Mon petit Loul Aimé,

J’ai reçu ce matin ta mignonne lettre du 15. Je comprends que la vie actuelle doit te sembler bien monotone. Rester à ne rien faire des journées entières, ce n’est pas drôle. Si seulement nous étions à la belle saison, tu pourrais te promener. Les coins doivent être jolis par là ! Je suis de ton avis, petit chéri, vivement vieillir de quelques mois, que tu reviennes bien vite. Que nous puissions nous faire un beau petit nid et que nous soyons pleinement heureux.

Je ne sais pas si tu as vu sur les journaux, les permissions sont portées à partir du 1er décembre à 20 jours. C’est très bien, j’en suis fort contente, mais je préfèrerais que mon tout petiot me soit rendu tout à fait !!! Au bout de 20 jours, on s’habitue tout à fait à être ensemble et puis il faut se quitter . Ce n’est pas drôle. Encore là, ce n’est plus la même séparation, on se quitte en étant sûre de se revoir, mais cela ne fait rien, ce n’est pas ça.

Si tu as ta permission pour Noël, nous pourrons fêter le réveillon ensemble. Et quel réveillon ! Le réveillon de la Victoire ! Je crois que cette fois-ci, je m’en tirerai avec ma petite cuite. Mon tout petiot qui a tant envie de me voir comme ça ne ratera certainement pas l’occasion ! Dis mon chéri ??? Pour le premier réveillon que nous passerons ensemble, je crois qu’il sera délicieux !!! Il y aura certainement des cerises et des popommes. N’est-ce pas mon petit Loul ??? Et beaucoup ? J’aime ça de plus en plus, tu sais !!!…

J’ai une nouvelle à l’annoncer petit Loul qui ne te fera certainement pas plaisir, mais tu sais petit chéri, il ne faudra pas te frapper ni t’inquiéter. Ce n’est pas bien grave. Voilà de quoi il s’agit :

Tu te rappelles que la dernière fois que tu es venu, je me suis beaucoup grattée la nuit. Je me demandais ce que j’avais ! Depuis, j’ai continué. C’était devenu à un point ces jours derniers que je ne pouvais plus y tenir. Je me sentais dévorée de partout. J’avais donc pris la résolution de profiter du premier jour que je viendrai à la maison pour aller voir mon médecin. J’y ai donc été tout à l’heure et ce que je craignais est certain. Il m’a examiné et tout de suite m’a dit ce que j’avais.

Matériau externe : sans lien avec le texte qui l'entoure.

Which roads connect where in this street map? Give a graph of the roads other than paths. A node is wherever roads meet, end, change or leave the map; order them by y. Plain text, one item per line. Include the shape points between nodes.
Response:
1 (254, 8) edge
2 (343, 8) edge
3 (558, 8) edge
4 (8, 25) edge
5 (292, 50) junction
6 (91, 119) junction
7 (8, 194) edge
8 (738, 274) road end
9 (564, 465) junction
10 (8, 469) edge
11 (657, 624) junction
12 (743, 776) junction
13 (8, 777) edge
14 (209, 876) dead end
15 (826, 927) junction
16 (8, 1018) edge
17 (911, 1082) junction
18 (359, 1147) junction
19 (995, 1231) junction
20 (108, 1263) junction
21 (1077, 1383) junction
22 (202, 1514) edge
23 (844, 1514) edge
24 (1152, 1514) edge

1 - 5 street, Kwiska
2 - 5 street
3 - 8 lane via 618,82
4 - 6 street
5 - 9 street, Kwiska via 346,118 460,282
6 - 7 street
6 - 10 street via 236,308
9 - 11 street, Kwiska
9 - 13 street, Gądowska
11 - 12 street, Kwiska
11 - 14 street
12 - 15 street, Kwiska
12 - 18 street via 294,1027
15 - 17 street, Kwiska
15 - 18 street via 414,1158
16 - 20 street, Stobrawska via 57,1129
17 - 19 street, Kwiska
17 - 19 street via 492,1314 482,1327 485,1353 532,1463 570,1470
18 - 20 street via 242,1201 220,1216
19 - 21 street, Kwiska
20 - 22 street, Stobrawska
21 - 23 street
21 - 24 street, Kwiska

Je n’ai pas été très surprise car je m’y attendais. Ça fait qu’il faut que j’aille demain matin  à St Louis, subir certaine petite séance. Cela ne m’a pas beaucoup frappé, car en somme, ce n’est pas très grave. J’ai hâte d’être à demain soir pour que ça soit terminé, car cela doit être une sale sensation, surtout pour moi qui suis très douillette. Enfin, je n’en mourrais pas. Il parait qu’après, on guérit très vite. Quelques jours et il n’y paraît plus.

J’ai une lettre de mon docteur, avec, je ne passerai pas d’autre visite et je serai admise dans une salle payante où je serai seule. Surtout petit chéri, ne t’inquiète pas. Tu vois, je suis très calme, pense que lorsque tu recevras cette lettre, je serai débarrassée de tout ça et en parfaite santé. Je n’en parlerai pas à tes parents, ce n’est pas utile.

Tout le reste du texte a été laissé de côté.